■ **TASK DESCRIPTION**
Once the line containing "thumb mcp: (968, 919)" is found in the records below, return it and each following line exactly, up to and including the line containing "ring tip: (1073, 825)", and nothing else.

========================================

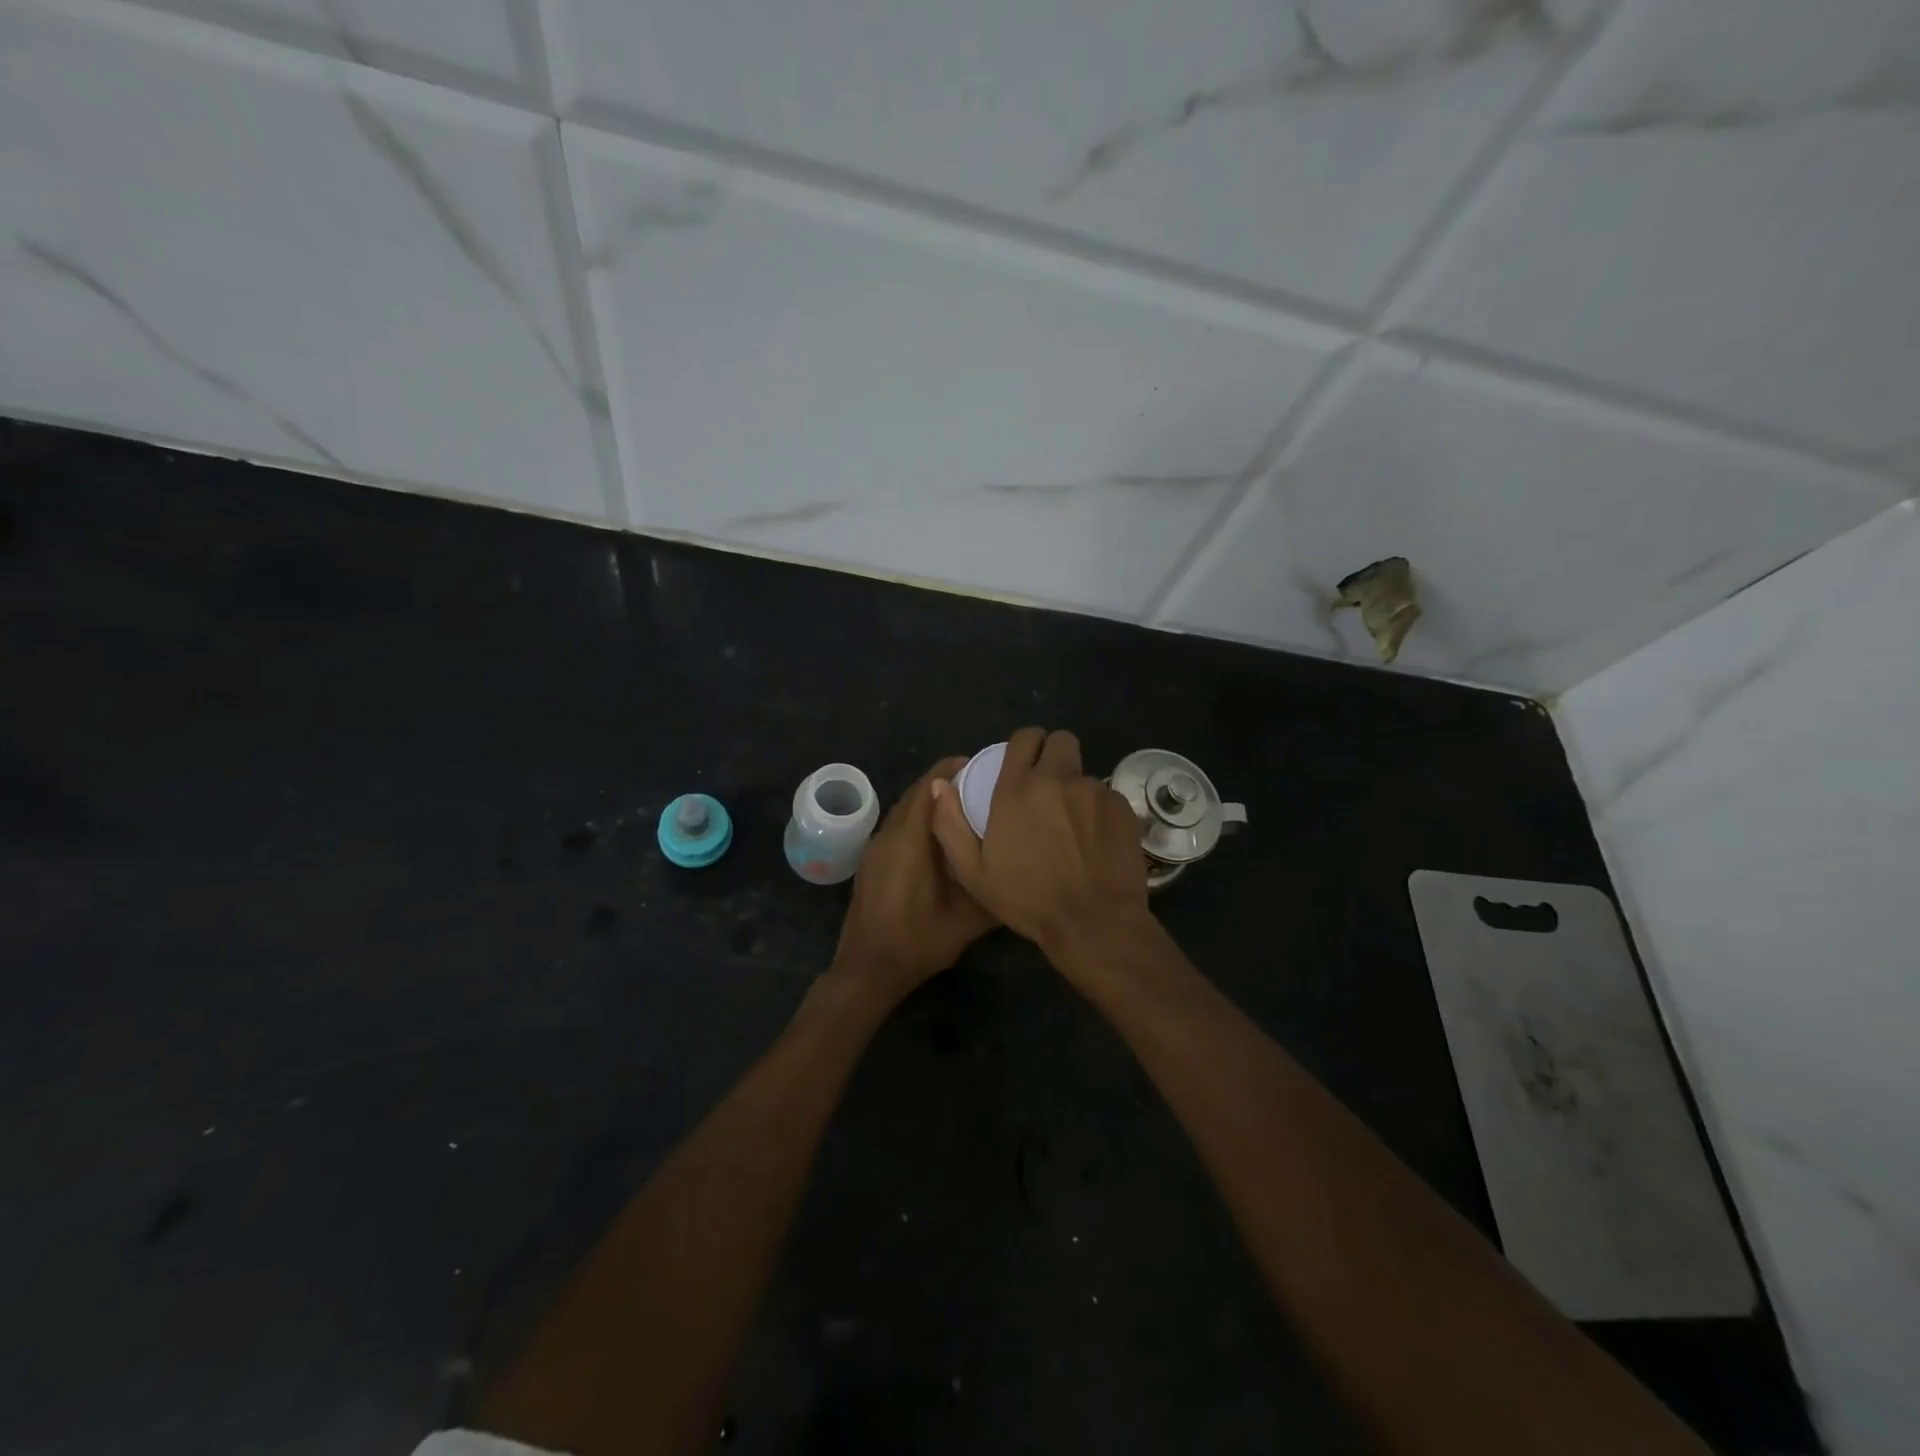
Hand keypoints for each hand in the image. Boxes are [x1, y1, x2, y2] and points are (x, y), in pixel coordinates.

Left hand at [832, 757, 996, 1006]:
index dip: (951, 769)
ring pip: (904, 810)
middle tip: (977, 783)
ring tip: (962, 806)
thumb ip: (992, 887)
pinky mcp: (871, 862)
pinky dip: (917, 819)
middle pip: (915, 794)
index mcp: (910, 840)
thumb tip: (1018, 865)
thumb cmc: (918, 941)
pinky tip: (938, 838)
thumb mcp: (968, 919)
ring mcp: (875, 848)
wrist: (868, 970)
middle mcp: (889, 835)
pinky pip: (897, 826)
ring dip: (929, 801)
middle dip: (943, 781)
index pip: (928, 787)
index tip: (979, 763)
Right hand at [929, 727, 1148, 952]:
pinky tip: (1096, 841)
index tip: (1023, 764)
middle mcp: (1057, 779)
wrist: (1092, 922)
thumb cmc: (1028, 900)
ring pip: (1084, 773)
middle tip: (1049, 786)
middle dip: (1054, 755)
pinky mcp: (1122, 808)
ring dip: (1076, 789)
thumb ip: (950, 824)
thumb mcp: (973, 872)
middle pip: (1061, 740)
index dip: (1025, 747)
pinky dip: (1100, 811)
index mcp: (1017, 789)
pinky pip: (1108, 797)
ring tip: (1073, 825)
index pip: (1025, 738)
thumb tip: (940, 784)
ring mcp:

========================================

■ **EXERCISE SOLUTION**
thumb mcp: (968, 919)
ring mcp: (875, 848)
wrist: (868, 970)
middle mcp: (889, 835)
pinky pip: (897, 826)
ring dip: (929, 801)
middle dip: (943, 781)
index pip: (928, 787)
index tip: (979, 763)
Right hand at [929, 727, 1148, 952]:
pinky tip: (1096, 841)
index tip: (1023, 764)
middle mcp: (1057, 779)
wrist: (1092, 922)
thumb cmc: (1028, 900)
ring pip: (1084, 773)
middle tip: (1049, 786)
middle dip: (1054, 755)
pinky mcp: (1122, 808)
ring dip: (1076, 789)
thumb ip: (950, 824)
thumb mcp: (973, 872)
middle pip: (1061, 740)
index dip: (1025, 747)
pinky dip: (1100, 811)
index mcp: (1017, 789)
pinky pip: (1108, 797)
ring tip: (1073, 825)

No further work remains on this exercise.